The inspection was carried out by two inspectors and one nurse specialist on 30th July and one inspector returned on 1st August. There were 19 residents when we carried out the inspection. We spoke with seven residents, two relatives, eight members of staff and looked through eight files. One person told us "I think they do everything all right" and another person said "it's nice". We observed staff and residents throughout the day including during two lunch time periods and during activities. We saw that staff supported residents with respect and dignity.

We saw that consent for different aspects of people's care was recorded. Some people had end of life preferences recorded. Staff were able to explain to us in detail the needs of different residents well which indicated they knew the people that they provided care to.

The provider had carried out an analysis of the numbers of staff needed and there were sufficient staff to meet the requirements of the service.

Staff had not received supervision since April when there had been a change in management however staff we spoke with told us they felt supported.

We found that one person had been given medicine for three days which had not been signed for or recorded by staff.

The provider conducted audits regularly including infection control, care plans to ensure that the quality of the service provision was maintained. Some concerns raised in a report regarding blood glucose levels had not been acted upon.

17 March 2013

During an inspection looking at part of the service

At our last inspection, in October 2012, we found that the provider was failing to take proper steps to ensure that people living at the home were protected against the risks of receiving care or treatment that was inappropriate or unsafe. We served a warning notice on the provider. We also had concerns over insufficient staffing levels at the home and set a compliance action. The provider sent us plans of actions it intended to take to address both the warning notice and the compliance action. The plans were due to be implemented by the 16th March 2013. We carried out this inspection on Sunday 17th March 2013, to check on the actions the provider had told us it would take.

We spent some time observing care and support being provided and we inspected the records relating specifically to the care of six people living at the home and other general care records. We also inspected the records of five members of staff. We spoke with people using the service, relatives and staff members. We discussed the service with the home manager, the regional manager, who line-managed the home manager, and a director of the provider company, Gold Care Homes.

We found that the standard of care had improved sufficiently to justify the rescinding of the warning notice. Staffing levels were generally sufficient, but new and imminent vacancies at senior level in the home mean the service has remained non-compliant on staffing and we have again set a compliance action.

30, 31 October 2012

During an inspection looking at part of the service

This inspection was following up on the compliance actions made at the previous inspection on the 12th and 16th July 2012. After those visits we made three compliance actions relating to the care and welfare of people using the service, cleanliness and infection control at the home and support given to workers.

This inspection was carried out over two days. We visited the home during the evening of the 30th October 2012 and returned the following day. We spoke with people using the service and visiting relatives. We also spoke with the manager and four staff members and observed care being provided. We looked at records relating to the care of people in the home.

We found that some improvements had been made and the compliance actions relating cleanliness and infection control and support given to workers had been met.
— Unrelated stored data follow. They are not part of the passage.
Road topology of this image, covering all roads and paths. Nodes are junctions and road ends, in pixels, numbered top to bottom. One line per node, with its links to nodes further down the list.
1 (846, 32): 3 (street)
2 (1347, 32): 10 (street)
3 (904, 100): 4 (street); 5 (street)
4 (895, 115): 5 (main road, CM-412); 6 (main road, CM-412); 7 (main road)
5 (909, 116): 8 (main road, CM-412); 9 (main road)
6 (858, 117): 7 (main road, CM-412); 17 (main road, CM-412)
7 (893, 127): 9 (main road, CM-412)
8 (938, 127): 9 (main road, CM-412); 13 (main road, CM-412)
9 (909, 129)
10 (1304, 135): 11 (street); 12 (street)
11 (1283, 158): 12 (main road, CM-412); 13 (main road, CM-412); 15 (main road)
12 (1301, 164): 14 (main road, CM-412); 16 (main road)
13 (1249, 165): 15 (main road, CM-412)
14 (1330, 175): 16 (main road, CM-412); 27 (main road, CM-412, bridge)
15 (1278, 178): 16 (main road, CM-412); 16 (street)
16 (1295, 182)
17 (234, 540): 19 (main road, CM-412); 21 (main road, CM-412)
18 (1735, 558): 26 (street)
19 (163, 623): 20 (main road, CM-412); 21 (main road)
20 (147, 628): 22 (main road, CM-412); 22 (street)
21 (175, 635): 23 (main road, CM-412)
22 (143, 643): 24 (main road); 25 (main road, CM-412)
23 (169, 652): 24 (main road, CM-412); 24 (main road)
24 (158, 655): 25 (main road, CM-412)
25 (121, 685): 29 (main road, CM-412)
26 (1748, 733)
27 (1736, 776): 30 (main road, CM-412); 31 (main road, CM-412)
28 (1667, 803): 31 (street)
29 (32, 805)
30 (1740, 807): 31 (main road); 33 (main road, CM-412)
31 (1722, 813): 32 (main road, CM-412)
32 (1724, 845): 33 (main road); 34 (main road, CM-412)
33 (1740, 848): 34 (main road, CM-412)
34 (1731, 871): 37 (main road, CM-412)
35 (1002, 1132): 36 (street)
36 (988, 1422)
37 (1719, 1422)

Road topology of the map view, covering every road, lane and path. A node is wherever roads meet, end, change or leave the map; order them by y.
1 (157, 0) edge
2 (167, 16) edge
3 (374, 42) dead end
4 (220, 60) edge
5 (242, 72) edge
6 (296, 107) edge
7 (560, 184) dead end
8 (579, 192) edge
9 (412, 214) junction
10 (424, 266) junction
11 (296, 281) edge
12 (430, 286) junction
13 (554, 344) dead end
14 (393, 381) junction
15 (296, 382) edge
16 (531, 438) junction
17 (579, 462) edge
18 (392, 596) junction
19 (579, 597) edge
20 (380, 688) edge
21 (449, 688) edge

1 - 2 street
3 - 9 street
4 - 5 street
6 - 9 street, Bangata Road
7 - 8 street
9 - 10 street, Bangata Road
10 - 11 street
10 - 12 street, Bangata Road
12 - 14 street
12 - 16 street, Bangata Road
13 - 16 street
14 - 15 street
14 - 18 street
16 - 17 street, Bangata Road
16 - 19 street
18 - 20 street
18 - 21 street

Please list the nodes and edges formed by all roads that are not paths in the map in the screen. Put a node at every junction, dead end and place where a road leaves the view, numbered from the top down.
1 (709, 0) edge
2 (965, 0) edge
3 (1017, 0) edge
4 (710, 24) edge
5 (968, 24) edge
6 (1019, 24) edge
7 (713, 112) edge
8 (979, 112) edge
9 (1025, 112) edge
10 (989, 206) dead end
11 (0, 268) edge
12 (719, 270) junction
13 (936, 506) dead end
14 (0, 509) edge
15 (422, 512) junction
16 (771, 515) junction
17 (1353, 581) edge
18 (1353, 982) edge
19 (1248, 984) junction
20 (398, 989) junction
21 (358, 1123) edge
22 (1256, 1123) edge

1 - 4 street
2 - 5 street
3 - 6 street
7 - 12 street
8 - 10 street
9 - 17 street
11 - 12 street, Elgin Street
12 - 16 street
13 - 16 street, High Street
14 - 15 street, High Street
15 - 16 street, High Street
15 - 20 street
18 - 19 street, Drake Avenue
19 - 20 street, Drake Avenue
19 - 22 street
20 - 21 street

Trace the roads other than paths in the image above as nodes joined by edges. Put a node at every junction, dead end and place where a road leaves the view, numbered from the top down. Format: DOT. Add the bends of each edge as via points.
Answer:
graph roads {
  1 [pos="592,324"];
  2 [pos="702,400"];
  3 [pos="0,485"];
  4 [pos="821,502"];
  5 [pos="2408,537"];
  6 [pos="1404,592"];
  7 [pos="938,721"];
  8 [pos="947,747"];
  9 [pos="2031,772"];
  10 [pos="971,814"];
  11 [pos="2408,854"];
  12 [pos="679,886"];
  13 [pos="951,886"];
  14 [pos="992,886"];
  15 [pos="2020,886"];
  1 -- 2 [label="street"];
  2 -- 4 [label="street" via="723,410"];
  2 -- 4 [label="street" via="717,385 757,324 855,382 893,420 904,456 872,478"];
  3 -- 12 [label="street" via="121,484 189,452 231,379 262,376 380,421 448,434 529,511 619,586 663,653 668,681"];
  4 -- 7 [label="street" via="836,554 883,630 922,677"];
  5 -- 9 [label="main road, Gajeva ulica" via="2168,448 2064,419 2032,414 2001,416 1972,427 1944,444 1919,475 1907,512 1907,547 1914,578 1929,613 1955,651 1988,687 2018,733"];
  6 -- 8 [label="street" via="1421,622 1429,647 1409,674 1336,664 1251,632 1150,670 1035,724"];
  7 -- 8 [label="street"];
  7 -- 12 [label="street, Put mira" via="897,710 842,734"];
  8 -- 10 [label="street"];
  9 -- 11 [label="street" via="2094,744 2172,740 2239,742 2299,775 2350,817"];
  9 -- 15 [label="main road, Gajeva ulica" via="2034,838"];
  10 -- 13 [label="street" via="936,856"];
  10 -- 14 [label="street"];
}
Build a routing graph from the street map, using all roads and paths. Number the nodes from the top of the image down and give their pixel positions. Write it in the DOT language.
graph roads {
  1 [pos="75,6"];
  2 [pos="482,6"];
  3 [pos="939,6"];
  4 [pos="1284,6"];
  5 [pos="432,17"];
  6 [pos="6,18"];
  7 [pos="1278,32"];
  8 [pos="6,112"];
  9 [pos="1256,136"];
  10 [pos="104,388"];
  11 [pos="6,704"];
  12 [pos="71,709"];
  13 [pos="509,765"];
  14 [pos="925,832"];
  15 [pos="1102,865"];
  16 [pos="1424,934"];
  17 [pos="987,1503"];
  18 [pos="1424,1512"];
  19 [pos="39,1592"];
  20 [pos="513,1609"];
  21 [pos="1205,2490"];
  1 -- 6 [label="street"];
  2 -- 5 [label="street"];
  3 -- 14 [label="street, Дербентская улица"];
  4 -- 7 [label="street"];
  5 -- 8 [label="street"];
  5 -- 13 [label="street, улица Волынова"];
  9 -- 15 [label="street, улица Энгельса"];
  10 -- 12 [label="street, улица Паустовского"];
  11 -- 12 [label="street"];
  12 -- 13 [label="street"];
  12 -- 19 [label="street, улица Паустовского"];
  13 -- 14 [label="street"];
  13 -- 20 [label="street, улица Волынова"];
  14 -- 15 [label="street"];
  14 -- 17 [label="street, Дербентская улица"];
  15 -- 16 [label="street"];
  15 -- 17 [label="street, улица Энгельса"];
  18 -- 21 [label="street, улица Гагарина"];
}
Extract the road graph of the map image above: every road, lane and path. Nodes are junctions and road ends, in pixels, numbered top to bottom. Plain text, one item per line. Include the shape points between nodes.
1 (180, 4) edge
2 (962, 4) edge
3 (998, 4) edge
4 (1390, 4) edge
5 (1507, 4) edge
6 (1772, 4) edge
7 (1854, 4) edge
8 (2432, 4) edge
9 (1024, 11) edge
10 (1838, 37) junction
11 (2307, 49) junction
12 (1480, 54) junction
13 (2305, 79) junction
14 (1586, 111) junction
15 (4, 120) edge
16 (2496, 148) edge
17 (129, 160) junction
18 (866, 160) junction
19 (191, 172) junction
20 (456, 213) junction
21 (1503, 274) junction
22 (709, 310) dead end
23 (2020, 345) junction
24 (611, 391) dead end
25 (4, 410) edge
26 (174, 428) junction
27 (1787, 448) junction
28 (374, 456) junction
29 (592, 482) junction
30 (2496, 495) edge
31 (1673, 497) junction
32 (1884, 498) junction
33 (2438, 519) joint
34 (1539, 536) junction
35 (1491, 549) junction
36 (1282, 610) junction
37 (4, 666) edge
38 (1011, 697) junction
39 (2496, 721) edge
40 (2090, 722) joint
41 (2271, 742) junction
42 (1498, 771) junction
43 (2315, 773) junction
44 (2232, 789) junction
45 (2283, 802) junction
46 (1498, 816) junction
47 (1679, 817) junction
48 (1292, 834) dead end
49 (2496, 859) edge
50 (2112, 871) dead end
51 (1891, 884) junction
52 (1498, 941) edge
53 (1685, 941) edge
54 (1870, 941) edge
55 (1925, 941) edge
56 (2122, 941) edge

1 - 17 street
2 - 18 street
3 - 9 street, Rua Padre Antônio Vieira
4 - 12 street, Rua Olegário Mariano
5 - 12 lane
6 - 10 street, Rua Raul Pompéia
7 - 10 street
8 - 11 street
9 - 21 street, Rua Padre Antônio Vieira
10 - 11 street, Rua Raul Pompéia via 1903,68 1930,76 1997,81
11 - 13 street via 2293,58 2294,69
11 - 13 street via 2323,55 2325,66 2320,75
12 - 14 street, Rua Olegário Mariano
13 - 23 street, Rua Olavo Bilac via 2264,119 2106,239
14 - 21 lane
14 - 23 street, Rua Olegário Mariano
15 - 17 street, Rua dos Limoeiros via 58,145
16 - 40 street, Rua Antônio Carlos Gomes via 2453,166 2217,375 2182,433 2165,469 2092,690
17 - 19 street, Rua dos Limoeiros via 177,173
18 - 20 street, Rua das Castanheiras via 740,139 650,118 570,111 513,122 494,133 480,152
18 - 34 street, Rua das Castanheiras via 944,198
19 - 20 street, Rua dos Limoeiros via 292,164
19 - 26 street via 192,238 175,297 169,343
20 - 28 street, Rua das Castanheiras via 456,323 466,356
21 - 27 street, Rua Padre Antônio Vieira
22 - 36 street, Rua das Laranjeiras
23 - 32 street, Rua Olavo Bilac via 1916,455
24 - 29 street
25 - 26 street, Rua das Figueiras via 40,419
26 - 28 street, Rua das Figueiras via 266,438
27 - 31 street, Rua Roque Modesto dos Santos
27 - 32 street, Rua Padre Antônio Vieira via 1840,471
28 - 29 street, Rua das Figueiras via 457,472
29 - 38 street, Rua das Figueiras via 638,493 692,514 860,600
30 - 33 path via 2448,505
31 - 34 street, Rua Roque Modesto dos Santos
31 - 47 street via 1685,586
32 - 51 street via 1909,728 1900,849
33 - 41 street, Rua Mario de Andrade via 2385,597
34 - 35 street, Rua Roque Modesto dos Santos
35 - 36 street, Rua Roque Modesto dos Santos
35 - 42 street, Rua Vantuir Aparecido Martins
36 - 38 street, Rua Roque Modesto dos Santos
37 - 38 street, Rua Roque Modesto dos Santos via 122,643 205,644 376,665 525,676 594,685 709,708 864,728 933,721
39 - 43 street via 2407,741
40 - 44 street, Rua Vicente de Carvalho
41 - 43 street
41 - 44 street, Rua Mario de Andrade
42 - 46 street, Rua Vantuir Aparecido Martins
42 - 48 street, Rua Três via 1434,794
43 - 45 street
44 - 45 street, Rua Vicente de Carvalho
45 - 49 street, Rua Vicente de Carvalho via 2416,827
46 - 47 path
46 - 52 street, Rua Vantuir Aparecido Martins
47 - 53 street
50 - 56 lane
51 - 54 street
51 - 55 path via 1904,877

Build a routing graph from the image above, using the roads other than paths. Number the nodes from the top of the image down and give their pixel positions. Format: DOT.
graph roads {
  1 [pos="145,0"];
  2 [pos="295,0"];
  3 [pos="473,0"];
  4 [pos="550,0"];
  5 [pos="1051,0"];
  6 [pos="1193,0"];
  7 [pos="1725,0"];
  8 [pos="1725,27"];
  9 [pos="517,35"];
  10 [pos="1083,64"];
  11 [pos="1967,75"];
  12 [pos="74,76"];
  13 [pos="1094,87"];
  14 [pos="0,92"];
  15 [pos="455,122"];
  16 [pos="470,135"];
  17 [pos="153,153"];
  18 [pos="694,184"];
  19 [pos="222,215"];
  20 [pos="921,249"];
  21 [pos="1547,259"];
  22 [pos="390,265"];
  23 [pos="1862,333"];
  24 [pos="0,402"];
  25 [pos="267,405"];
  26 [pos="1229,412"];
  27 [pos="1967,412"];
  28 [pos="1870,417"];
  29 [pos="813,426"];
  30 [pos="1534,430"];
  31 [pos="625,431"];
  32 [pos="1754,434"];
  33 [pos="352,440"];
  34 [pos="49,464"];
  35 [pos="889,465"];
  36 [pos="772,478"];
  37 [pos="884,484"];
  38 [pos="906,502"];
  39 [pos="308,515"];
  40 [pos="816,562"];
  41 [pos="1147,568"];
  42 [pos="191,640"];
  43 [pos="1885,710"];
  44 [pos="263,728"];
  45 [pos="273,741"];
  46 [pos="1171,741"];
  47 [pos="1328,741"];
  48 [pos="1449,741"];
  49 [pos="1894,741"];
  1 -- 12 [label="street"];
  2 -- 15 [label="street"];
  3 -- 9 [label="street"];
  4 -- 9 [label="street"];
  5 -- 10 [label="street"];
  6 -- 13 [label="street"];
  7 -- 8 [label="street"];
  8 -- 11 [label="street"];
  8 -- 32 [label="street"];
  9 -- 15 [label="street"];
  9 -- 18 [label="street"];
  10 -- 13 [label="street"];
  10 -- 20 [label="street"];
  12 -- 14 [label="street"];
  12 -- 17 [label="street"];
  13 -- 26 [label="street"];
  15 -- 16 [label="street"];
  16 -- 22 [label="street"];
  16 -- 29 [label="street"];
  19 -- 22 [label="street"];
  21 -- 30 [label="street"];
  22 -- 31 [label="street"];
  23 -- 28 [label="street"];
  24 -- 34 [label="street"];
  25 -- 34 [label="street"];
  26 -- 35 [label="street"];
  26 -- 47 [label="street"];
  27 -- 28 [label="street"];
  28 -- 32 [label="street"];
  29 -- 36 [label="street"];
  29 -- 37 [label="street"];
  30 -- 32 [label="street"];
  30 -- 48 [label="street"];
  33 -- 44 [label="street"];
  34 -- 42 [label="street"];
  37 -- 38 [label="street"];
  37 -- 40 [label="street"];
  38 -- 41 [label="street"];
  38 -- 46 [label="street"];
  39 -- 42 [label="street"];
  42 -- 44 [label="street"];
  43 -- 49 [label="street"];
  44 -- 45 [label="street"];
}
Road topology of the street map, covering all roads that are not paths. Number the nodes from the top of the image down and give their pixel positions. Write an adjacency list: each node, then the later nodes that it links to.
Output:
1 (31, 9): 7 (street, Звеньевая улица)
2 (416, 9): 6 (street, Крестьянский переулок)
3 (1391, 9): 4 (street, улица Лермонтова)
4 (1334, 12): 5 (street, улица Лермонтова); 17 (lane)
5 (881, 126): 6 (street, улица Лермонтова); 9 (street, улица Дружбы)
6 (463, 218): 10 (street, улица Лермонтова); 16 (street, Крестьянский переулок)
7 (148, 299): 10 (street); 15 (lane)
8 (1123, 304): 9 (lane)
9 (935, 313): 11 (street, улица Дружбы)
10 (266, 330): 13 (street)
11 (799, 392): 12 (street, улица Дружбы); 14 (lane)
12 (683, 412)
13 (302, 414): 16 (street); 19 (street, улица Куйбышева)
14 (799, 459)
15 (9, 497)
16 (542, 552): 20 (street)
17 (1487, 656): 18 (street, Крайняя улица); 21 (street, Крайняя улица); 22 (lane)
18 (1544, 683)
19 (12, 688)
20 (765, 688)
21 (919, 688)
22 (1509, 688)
We did however have concerns regarding the level of staffing at the home and the consequent effect that had on the quality of care provided. We also found that whilst there had been some improvements in care, such as supporting people to wear clean clothing and suitable footwear. There were also areas where care was not satisfactory, including enabling each individual to get the care they need, the provision of suitable activities and ensuring staff attitude and approach is of a consistently high standard.